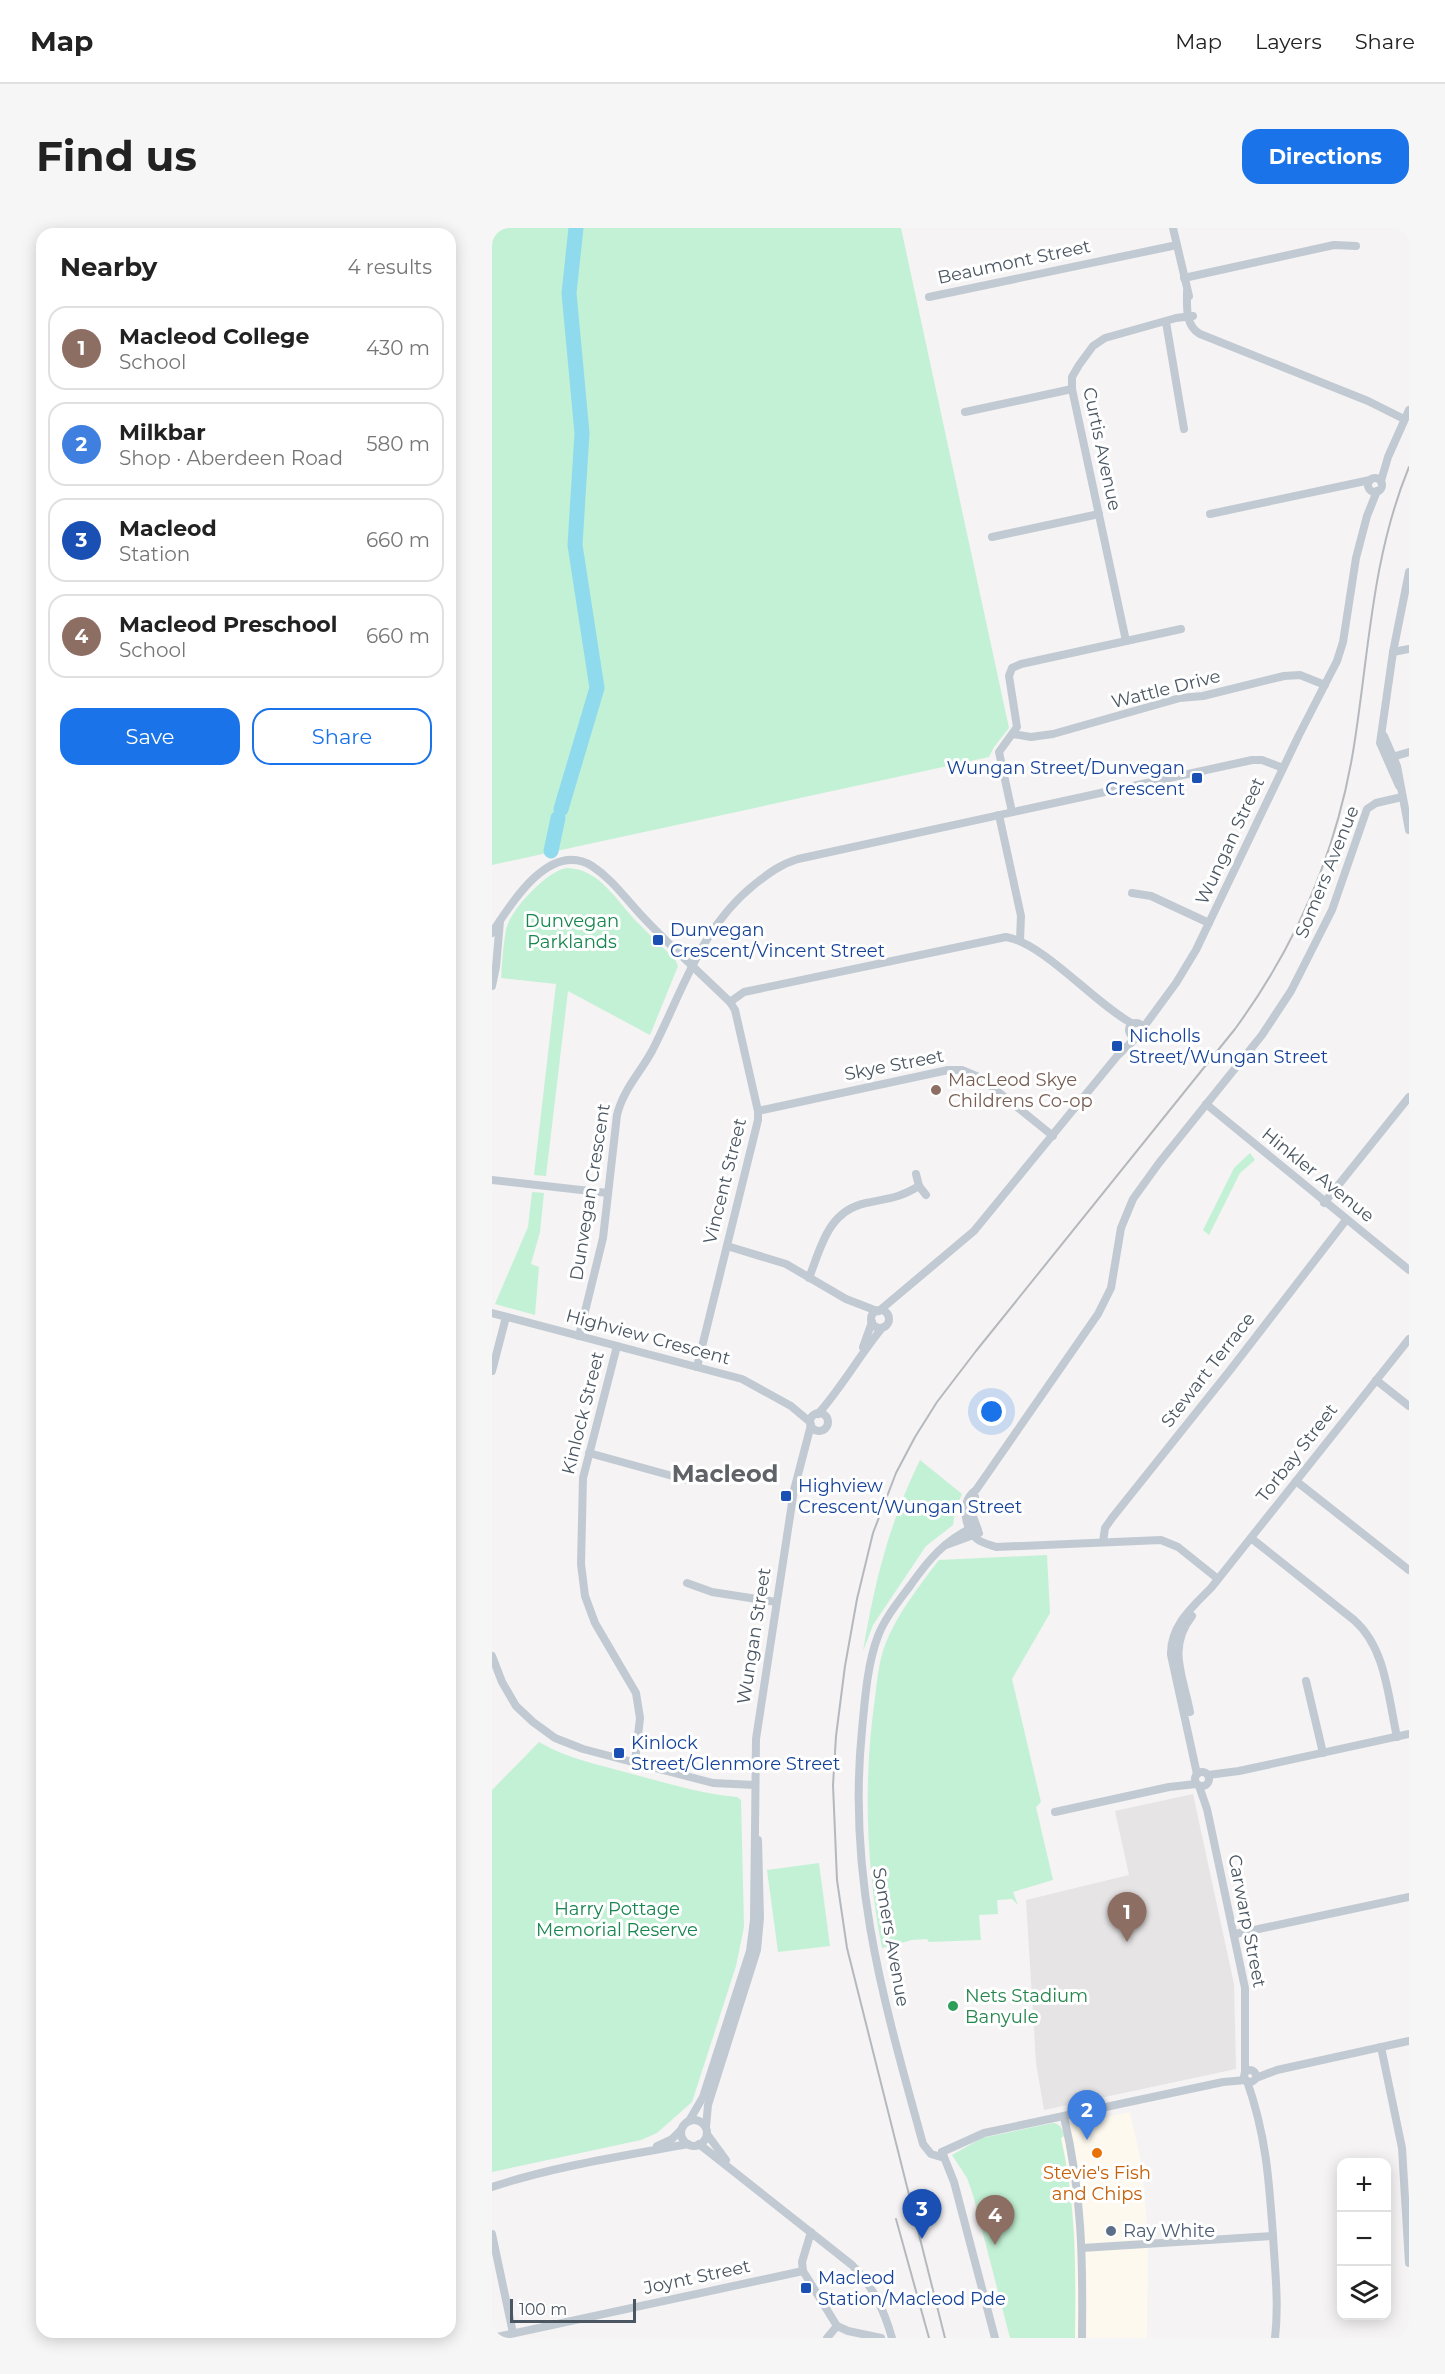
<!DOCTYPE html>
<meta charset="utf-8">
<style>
:root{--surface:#fff;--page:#f6f6f6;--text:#222;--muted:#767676;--line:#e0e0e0;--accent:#1a73e8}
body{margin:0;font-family:Montserrat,sans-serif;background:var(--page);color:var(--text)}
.controls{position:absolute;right:18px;bottom:18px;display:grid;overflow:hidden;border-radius:12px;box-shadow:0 3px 15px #0003}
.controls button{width:54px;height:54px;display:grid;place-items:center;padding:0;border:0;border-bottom:2px solid var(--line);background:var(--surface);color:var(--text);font:30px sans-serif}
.scale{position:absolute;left:18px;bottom:15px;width:126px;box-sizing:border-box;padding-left:6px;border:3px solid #4a5661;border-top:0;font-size:16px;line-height:21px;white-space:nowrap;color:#4a5661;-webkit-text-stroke:4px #fff;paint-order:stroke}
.you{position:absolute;left:500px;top:1184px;width:21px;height:21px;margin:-15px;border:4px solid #fff;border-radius:50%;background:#1a73e8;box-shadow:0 0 0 9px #1a73e833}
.badge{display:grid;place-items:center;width:39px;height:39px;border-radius:50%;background:var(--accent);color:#fff;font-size:20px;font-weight:700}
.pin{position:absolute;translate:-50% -50px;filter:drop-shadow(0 2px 3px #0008)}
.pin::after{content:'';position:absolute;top:32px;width:21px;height:18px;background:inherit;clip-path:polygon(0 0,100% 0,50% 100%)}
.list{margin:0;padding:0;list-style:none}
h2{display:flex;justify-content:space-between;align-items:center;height:78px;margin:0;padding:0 24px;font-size:26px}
h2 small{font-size:20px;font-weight:400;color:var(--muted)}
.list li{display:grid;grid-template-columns:39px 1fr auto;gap:18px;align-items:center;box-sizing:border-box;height:84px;margin:0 12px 12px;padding:0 12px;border:2px solid var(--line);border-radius:18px}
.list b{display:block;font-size:22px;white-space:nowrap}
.list p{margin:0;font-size:20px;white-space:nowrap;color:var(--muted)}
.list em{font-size:20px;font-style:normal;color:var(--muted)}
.actions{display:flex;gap:12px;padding:18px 24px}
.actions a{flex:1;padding:14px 0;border:2px solid var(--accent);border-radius:18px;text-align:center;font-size:21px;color:var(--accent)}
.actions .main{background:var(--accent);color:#fff}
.icon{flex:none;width:33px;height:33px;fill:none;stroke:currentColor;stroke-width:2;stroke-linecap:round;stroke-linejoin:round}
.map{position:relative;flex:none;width:917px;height:2110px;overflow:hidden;border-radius:18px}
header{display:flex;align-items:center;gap:36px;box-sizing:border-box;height:84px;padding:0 30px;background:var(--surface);border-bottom:2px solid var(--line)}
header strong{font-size:28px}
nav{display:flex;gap:33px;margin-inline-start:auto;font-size:21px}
.intro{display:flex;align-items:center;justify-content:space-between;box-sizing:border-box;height:144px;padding:0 36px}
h1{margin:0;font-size:42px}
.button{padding:15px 27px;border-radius:18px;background:var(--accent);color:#fff;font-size:21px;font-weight:700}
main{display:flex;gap:36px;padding:0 36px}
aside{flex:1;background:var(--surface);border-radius:18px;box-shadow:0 3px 15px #0003}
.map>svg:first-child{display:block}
.commercial{fill:#fdf9ef}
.education{fill:#e6e4e5}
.green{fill:#c3f1d5}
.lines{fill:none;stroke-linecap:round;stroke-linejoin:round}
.river{stroke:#90daee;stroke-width:15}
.minor{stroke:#c1cad2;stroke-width:8}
.rail{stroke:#b5b8bd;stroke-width:2}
.transit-dot{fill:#1a4fb4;stroke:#fff;stroke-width:2}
.education-dot{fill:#8d6e63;stroke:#fff;stroke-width:2}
.leisure-dot{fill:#2e9e5b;stroke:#fff;stroke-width:2}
.food-dot{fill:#e8710a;stroke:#fff;stroke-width:2}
.service-dot{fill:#5c6f8a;stroke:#fff;stroke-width:2}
.labels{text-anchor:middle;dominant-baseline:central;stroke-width:6;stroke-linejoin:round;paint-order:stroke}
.street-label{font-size:18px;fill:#4a5661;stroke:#fff}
.transit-label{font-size:18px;fill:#164399;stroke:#fff;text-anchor:start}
.park-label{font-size:18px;fill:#17864f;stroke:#fff}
.education-label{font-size:18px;fill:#785e54;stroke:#fff;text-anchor:start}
.leisure-label{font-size:18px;fill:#27864d;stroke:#fff;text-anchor:start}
.food-label{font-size:18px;fill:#c56008;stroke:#fff}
.service-label{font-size:18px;fill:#4e5e75;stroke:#fff;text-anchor:start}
.district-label{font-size:24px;font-weight:bold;fill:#5f6368;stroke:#fff}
</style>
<header>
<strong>Map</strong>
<nav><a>Map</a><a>Layers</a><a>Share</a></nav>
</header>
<div class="intro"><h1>Find us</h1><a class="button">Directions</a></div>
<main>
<aside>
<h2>Nearby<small>4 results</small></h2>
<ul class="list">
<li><span class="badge" style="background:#8d6e63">1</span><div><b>Macleod College</b><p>School</p></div><em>430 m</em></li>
<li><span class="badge" style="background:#3f7fe0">2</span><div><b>Milkbar</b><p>Shop · Aberdeen Road</p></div><em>580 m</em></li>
<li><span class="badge" style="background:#1a4fb4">3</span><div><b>Macleod</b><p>Station</p></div><em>660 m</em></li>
<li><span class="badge" style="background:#8d6e63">4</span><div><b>Macleod Preschool</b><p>School</p></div><em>660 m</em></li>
</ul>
<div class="actions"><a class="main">Save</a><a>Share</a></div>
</aside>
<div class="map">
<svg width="917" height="2110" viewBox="0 0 917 2110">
<rect width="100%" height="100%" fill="#f5f3f3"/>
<!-- commercial -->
<polygon class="commercial" points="638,1884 650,1938 656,2005 655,2110 583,2110 583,2007 578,1951 569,1910 569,1899"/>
<!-- education -->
<polygon class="education" points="701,1566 742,1756 744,1841 552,1882 544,1835 534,1672 637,1647 623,1583"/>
<!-- green -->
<g class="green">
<polygon points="0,0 409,0 517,500 502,519 497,529 0,637"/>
<path d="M74 640C108 640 125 674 146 695 158 707 170 719 183 731L186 738 158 807 76 763 54 948 42 947 64 756 9 750C10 734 11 718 14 702 18 682 54 644 74 640Z"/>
<polygon points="758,925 763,932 748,945 717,1007 711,1002 742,940"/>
<polygon points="40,964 52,965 48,1004 39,1036 47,1039 43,1087 3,1076 36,999"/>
<path d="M428 1232 470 1266 463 1282 461 1297 434 1318 381 1397 371 1423C383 1352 397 1296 428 1232Z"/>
<path d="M555 1327 558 1385 520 1451 549 1574 544 1579 561 1652 521 1664 526 1677 520 1671 505 1672 506 1686 487 1687 489 1712 437 1714 435 1711 420 1712 390 1720C374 1638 371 1553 383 1470 385 1453 387 1433 393 1417 405 1386 427 1358 447 1332Z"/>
<path d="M47 1514C76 1531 108 1537 140 1546 175 1555 209 1566 245 1569L249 1572 252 1699 244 1738 200 1874 165 1905 149 1912 0 1944V1562Z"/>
<polygon points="327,1635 338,1718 286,1724 275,1642"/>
<path d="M561 1895C569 1896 570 1901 572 1908L569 1910C584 1976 584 2042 583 2110H518L481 1967 475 1950 460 1927 490 1910Z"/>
</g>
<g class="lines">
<!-- river -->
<g class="river">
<polyline points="69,581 105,460 83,317 90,205 77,65 84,0"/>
<polyline points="59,623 66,590"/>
</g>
<!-- minor -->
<g class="minor">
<polyline points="681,0 697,68"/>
<polyline points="692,50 842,17 864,18"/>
<path d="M695 64C695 80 693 97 708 106L876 173 912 191"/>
<polyline points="437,69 685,17"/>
<polyline points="674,94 692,201"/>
<polyline points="473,184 580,161"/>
<circle cx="883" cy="257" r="7"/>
<polyline points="889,253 896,229 917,182"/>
<polyline points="718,286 878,252"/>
<polyline points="500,309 607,286"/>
<polyline points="634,413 580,161 580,149 587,137 601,118 613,110 684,90 701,88"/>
<polyline points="901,424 917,421"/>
<polyline points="521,506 539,509 561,506 688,470 711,468 792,448 808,447 833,457"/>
<polyline points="892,508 905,538 917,602"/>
<polyline points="897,530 917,524"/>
<polyline points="907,558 888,515 901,424 917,344"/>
<polyline points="520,584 507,524 525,499 517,448 520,440 529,436 689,401"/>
<polyline points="507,587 529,688 528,712"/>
<polyline points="640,665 659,668 717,695"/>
<path d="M0 705C19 675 58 612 100 638 120 651 133 670 149 687 177 717 208 745 238 774L243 782 266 883V892L205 1139"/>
<polyline points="0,758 4,739 8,693"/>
<path d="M238 774 252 764 514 709C552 715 603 776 641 796"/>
<circle cx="644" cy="802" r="7"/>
<polyline points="651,800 684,755 704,722 807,507 845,433 851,414 864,330 875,288 885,263"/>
<polyline points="714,876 917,1042"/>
<polyline points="266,883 456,842 470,842 489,850 561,908"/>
<polyline points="424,946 427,958 434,967"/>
<polyline points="0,952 116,965"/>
<polyline points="832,975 917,869"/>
<polyline points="235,1018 294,1036 354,1071 385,1083"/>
<path d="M317 1050C329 1019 336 983 374 975 397 970 405 971 427 958"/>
<circle cx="388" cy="1091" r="9"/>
<polyline points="387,1083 482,1003 626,827 644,810"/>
<polyline points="0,1085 250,1151 299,1178 318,1194"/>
<path d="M87 1108 111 1010 125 887C131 862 148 845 160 823 191 763 208 700 263 656 277 645 289 636 306 631L760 532H770L791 540"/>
<polyline points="125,1118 91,1250 89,1336 93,1368 103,1395 144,1465 148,1490 143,1534"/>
<polyline points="371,1119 380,1094"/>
<polyline points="0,1143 14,1089"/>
<polyline points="884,1152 917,1178"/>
<circle cx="327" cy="1194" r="9"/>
<path d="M326 1186C350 1159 367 1128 390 1100"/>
<polyline points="97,1225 195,1252"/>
<polyline points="804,1253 917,1342"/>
<polyline points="483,1269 480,1286 486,1302"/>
<path d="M759 1310 862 1392C894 1420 896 1469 905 1509"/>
<polyline points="611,1314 613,1300 620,1290 739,1141 854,992"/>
<polyline points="454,1317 487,1305"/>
<path d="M726 1351 686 1319 669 1312 504 1319C498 1317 490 1315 485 1311 472 1299 468 1273 484 1262L606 1086 619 1060 629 1000 641 971 667 935 770 807 799 763 840 682 875 581 884 575 910 569"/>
<polyline points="195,1355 220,1364 284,1374"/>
<polyline points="0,1428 10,1454 24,1478 41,1494 63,1510 91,1521 221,1555 263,1557"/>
<polyline points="814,1453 831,1525"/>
<path d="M698 1484C691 1447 675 1420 700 1388"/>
<circle cx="710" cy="1551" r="7"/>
<path d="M705 1546 679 1427C678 1398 700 1379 719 1360L917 1111"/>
<polyline points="716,1547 747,1543 917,1506"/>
<polyline points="707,1558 715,1581 753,1760 753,1844"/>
<polyline points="563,1584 677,1559 704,1556"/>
<polyline points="743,1706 917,1669"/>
<polyline points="889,1819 910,1920 917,2035"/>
<circle cx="758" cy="1848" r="6"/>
<polyline points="764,1850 785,1842 917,1813"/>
<path d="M755 1853C774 1907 777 1951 781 2008 783 2042 787 2076 783 2110"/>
<path d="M572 1889C590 1966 591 2031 590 2110"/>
<circle cx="202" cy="1905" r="13"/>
<polyline points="197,1893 211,1869 258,1723 262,1692 264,1511 302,1262 319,1197"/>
<polyline points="214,1899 216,1877 265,1722 268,1690 266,1612"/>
<polyline points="215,1906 234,1932"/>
<path d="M207 1916 360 2037C381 2058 392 2082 400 2110"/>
<polyline points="165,1918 180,1911 189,1902"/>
<polyline points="450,1924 492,1905 731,1854 754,1852"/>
<polyline points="450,1924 462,1954 503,2110"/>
<path d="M449 1929 439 1926 431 1916C392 1774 355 1651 370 1502 373 1471 375 1437 386 1408 393 1390 406 1374 418 1358 437 1331 452 1313 483 1298"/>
<path d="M0 1959C63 1938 131 1928 196 1916"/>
<polyline points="319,2004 310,2034 311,2043 345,2098 356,2103 389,2110"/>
<polyline points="0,2006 21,2105"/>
<polyline points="590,2020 781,2008"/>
<polyline points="0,2110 311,2043"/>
<polyline points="335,2110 345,2098"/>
</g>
<!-- rail -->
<g class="rail">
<polyline points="404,1991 437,2110"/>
<path d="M453 2110 355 1720 345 1652 341 1557 344 1508 353 1438 365 1371 381 1305 404 1245 423 1209 445 1174 484 1123 743 801C803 719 844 625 861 524 877 427 879 331 917 239"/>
</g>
</g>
<!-- markers -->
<g class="transit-dot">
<rect x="699" y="544" width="12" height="12" rx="3"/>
<rect x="160" y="706" width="12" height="12" rx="3"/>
<rect x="619" y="812" width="12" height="12" rx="3"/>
<rect x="288" y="1262" width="12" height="12" rx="3"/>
<rect x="121" y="1519" width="12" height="12" rx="3"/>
<rect x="308" y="2054" width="12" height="12" rx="3"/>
</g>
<circle class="education-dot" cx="444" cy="862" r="6"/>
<circle class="leisure-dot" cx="461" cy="1778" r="6"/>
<circle class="food-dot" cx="605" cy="1925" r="6"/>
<circle class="service-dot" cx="619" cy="2003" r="6"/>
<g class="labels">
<!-- street labels -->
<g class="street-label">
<text transform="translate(522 34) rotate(-12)">Beaumont Street</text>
<text transform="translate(610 221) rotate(78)">Curtis Avenue</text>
<text transform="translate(674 461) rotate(-14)">Wattle Drive</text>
<text transform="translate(738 613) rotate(-65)">Wungan Street</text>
<text transform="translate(835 644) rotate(-68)">Somers Avenue</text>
<text transform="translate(402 837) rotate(-11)">Skye Street</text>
<text transform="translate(826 947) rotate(39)">Hinkler Avenue</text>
<text transform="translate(233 953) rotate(-76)">Vincent Street</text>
<text transform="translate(98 964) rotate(-81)">Dunvegan Crescent</text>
<text transform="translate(156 1109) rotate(15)">Highview Crescent</text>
<text transform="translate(716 1142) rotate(-52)">Stewart Terrace</text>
<text transform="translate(91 1185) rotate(-76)">Kinlock Street</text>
<text transform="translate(805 1225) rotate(-52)">Torbay Street</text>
<text transform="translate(262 1408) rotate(-81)">Wungan Street</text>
<text transform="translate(755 1693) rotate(79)">Carwarp Street</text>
<text transform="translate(399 1709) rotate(80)">Somers Avenue</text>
<text transform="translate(205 2049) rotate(-12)">Joynt Street</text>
</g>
<!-- transit labels -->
<g class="transit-label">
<text x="693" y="540" text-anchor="end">Wungan Street/Dunvegan<tspan x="693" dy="21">Crescent</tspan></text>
<text x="178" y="702">Dunvegan<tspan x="178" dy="21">Crescent/Vincent Street</tspan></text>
<text x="637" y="808">Nicholls<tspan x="637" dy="21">Street/Wungan Street</tspan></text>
<text x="306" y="1258">Highview<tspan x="306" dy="21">Crescent/Wungan Street</tspan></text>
<text x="139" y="1515">Kinlock<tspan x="139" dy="21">Street/Glenmore Street</tspan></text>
<text x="326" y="2050">Macleod<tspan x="326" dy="21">Station/Macleod Pde</tspan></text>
</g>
<!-- park labels -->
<g class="park-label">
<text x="80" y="693">Dunvegan<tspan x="80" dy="21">Parklands</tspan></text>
<text x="125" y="1681">Harry Pottage<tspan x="125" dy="21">Memorial Reserve</tspan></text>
</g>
<!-- education labels -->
<g class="education-label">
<text x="456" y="852">MacLeod Skye<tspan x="456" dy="21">Childrens Co-op</tspan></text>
</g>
<!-- leisure labels -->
<g class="leisure-label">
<text x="473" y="1768">Nets Stadium<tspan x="473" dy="21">Banyule</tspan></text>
</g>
<!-- food labels -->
<g class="food-label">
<text x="605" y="1945">Stevie's Fish<tspan x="605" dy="21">and Chips</tspan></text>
</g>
<!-- service labels -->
<g class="service-label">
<text x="631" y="2003">Ray White</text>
</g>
<!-- district labels -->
<g class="district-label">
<text x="233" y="1245">Macleod</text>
</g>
</g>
</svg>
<div class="controls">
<button>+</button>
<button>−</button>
<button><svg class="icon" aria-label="layers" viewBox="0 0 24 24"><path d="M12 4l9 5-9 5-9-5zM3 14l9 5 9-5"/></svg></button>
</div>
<div class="scale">100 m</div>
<div class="you"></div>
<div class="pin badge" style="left:635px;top:1714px;background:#8d6e63">1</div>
<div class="pin badge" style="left:595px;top:1912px;background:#3f7fe0">2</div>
<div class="pin badge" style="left:430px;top:2011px;background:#1a4fb4">3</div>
<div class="pin badge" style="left:503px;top:2017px;background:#8d6e63">4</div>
</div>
</main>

_THE PROBLEM_
Find the string "scale" in the entries above and return each line that holds it.

_ANSWER AREA_
.scale{position:absolute;left:18px;bottom:15px;width:126px;box-sizing:border-box;padding-left:6px;border:3px solid #4a5661;border-top:0;font-size:16px;line-height:21px;white-space:nowrap;color:#4a5661;-webkit-text-stroke:4px #fff;paint-order:stroke}
<div class="scale">100 m</div>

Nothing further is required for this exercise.